:: Collected data ::
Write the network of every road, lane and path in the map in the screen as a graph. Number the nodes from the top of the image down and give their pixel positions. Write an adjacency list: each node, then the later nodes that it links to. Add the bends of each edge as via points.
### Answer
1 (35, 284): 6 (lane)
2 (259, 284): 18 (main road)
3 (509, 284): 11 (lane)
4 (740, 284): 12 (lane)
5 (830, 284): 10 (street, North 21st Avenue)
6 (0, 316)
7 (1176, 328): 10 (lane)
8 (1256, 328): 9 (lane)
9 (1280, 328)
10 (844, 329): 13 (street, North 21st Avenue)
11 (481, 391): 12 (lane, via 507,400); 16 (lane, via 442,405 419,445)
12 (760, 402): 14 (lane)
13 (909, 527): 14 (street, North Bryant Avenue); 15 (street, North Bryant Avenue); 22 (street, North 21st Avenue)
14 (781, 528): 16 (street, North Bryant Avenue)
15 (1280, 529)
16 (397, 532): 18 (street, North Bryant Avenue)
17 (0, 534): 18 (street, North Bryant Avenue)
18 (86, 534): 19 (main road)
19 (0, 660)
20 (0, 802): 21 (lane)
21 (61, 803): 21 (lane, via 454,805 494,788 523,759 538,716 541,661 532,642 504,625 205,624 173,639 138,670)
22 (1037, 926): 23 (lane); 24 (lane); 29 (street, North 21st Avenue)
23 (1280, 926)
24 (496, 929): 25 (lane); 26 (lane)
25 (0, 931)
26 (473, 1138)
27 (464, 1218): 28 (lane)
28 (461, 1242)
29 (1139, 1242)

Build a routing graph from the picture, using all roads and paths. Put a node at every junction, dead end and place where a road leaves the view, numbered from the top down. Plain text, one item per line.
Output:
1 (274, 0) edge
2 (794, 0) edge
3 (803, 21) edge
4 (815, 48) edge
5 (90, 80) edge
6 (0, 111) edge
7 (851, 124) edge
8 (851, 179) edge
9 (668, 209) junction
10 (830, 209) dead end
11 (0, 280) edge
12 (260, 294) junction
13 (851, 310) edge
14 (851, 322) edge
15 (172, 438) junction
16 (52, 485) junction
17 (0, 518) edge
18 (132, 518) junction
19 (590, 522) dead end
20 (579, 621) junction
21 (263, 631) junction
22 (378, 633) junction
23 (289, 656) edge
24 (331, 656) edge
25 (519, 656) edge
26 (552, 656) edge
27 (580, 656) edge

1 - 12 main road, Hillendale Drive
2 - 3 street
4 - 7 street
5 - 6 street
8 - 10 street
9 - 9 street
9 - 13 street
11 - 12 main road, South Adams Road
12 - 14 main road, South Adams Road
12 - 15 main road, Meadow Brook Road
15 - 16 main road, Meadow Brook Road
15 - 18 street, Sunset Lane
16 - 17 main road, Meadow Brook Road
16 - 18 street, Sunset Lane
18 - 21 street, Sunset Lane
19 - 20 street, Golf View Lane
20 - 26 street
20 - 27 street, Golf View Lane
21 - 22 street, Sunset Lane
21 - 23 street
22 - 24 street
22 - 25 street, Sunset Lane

* * *

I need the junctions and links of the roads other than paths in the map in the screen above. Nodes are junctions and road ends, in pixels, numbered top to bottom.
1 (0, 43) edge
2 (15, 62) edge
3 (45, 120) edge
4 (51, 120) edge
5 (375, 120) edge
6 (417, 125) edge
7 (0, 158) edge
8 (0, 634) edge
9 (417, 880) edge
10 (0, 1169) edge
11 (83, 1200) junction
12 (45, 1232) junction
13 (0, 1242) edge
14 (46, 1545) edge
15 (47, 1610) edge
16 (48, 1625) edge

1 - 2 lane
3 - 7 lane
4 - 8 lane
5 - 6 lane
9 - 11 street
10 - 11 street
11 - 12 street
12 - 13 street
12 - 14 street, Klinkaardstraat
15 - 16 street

---

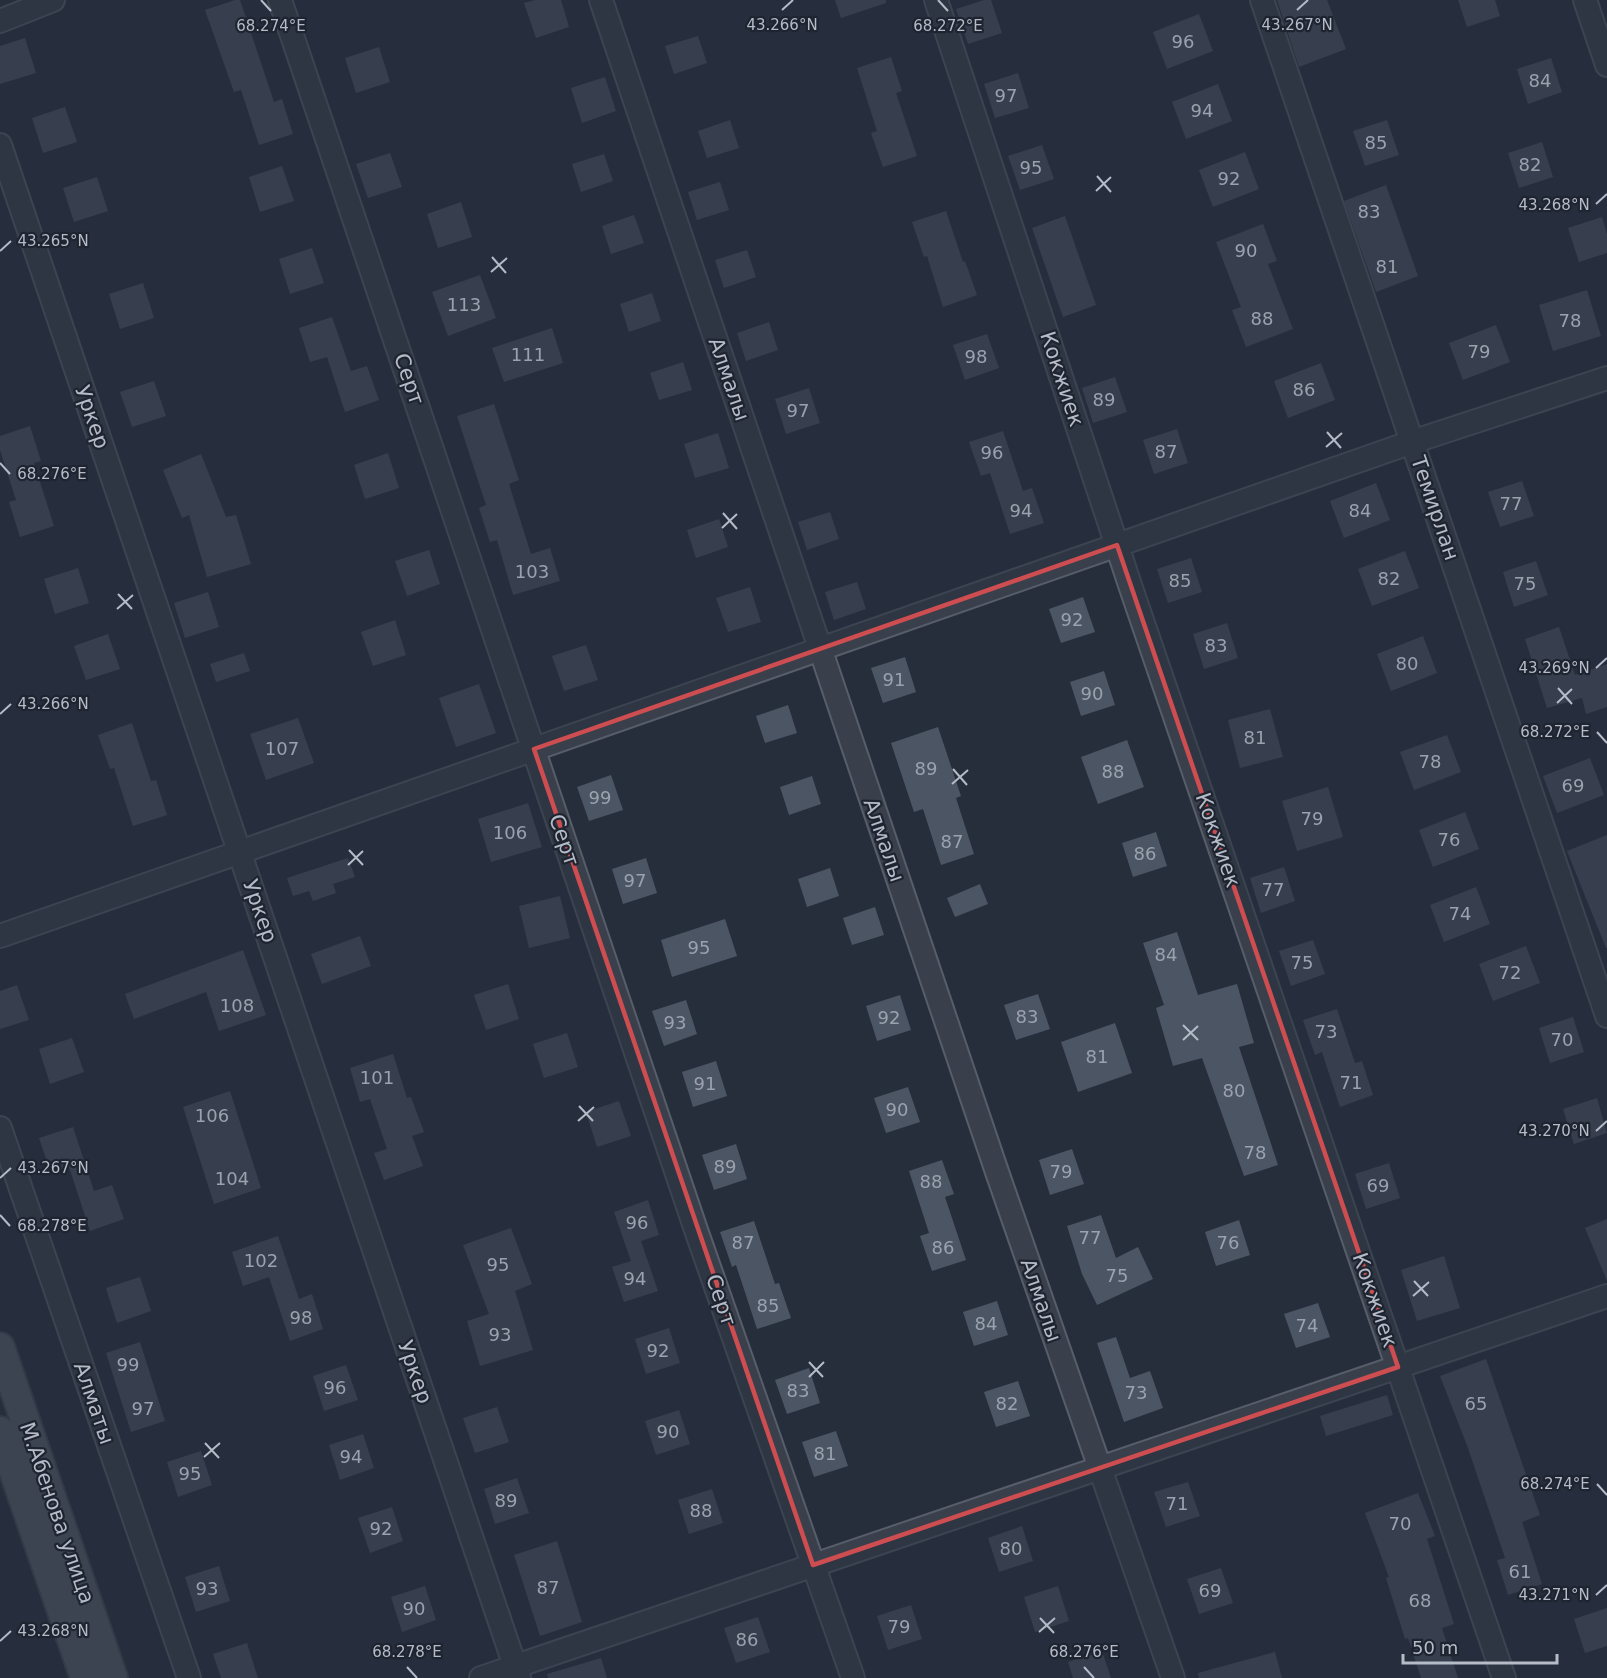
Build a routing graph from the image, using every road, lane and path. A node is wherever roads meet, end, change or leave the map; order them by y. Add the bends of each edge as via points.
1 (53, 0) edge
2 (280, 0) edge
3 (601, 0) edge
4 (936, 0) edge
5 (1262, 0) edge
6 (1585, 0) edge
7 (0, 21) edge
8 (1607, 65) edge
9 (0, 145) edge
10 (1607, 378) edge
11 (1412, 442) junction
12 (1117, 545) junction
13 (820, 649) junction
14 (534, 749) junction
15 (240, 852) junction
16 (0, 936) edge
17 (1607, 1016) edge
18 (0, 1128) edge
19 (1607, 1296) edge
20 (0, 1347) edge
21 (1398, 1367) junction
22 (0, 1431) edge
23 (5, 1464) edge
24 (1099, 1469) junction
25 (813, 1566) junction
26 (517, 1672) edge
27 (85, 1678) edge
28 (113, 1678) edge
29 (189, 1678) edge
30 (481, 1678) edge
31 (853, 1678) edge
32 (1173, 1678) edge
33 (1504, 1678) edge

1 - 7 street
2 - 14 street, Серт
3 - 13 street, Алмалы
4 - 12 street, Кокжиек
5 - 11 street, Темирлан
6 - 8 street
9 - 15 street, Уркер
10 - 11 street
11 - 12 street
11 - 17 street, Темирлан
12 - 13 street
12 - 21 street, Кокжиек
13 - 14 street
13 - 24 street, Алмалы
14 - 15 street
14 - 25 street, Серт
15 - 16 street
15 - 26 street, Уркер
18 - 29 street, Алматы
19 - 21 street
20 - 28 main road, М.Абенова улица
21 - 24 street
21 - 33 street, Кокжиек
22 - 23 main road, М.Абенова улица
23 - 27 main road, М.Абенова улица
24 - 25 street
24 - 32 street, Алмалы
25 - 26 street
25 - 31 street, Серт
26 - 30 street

:: Exercise directions ::
Where a line above contains the word "down", copy that line.

:: Result of the exercise ::
Write the network of every road, lane and path in the map in the screen as a graph. Number the nodes from the top of the image down and give their pixel positions. Write an adjacency list: each node, then the later nodes that it links to. Add the bends of each edge as via points.
Build a routing graph from the picture, using all roads and paths. Put a node at every junction, dead end and place where a road leaves the view, numbered from the top down. Plain text, one item per line.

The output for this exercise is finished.